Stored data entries
____________

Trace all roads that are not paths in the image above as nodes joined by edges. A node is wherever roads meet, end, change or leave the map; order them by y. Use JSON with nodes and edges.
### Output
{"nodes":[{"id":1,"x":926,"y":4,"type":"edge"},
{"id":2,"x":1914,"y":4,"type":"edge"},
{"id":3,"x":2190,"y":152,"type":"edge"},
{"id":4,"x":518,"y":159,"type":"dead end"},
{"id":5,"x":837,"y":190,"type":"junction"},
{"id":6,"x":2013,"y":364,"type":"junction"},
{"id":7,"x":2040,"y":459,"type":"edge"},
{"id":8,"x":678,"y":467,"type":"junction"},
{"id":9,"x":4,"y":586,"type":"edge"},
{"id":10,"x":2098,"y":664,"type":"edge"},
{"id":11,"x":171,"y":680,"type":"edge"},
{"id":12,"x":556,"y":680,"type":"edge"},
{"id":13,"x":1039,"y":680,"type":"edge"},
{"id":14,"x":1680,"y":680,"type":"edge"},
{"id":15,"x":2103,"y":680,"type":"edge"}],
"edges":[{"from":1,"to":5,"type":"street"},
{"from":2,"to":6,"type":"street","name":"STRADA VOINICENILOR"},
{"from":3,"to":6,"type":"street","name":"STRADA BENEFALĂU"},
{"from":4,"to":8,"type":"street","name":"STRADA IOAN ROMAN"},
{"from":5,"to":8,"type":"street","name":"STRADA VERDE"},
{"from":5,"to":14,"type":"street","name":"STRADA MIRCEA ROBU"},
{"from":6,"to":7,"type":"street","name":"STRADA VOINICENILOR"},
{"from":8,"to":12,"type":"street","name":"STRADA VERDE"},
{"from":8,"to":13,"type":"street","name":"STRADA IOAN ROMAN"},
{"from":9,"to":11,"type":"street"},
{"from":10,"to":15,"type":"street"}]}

____________

▸ **PROBLEM TO WORK ON**: Report how many lines in the records hold the word "street", giving the number and nothing else.

▸ **ANSWER TO THIS TASK**: 11